Gaby Danan, MD, PhD, was the EU QPPV for Sanofi until his retirement in 2010. He has served on the Council for International Organizations of Medical Sciences and International Conference on Harmonisation Expert Working Groups, as the European Federation of Pharmaceutical Industries and Associations Clinical Safety E2B topic leader and co-chaired the EudraVigilance Expert Working Group from its inception until 2009. Dr.
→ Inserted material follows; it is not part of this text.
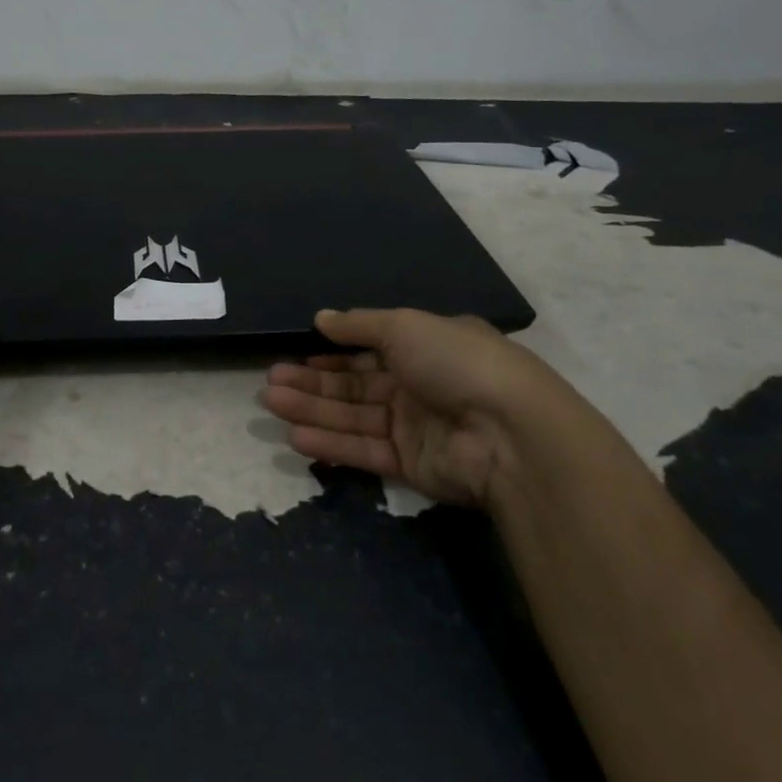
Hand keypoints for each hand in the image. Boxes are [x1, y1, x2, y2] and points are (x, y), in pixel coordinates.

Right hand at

Danan co-published the Roussel Uclaf Causality Assessment Method for drug-induced liver injury, has authored papers on pharmacovigilance definitions and methodologies, chaired the DIA 2010 Annual Meeting, serves on the DIA Safety Training Committee, and instructs several DIA training courses.

With 10 years in research and >30 in safety, Margaret is currently the Deputy EU Qualified Person for Pharmacovigilance at MSD Ltd. Activities include input to the EFPIA PV EWG, ICH, MedDRA (pre-ICH), the EMA EudraVigilance Steering Committee and the EWG, plus authoring papers on parasitology and drug safety

Maria qualified in Medicine from Cambridge University and became an Anaesthetist, working in the UK National Health Service. Her early industry career included roles in phase I clinical trials and in PET imaging as part of the GlaxoSmithKline Translational Medicine team. In 2004 joined the Global Clinical Safety & PV department, working in the neurosciences area and managing a team providing clinical safety for a portfolio of investigational & marketed products. In 2012, she became Deputy EU QPPV and in 2016 she joined AstraZeneca as Deputy EU QPPV. In 2019 Maria moved roles into therapy area-aligned clinical safety. She is now responsible for clinical-strategic leadership for assigned products in the oncology area.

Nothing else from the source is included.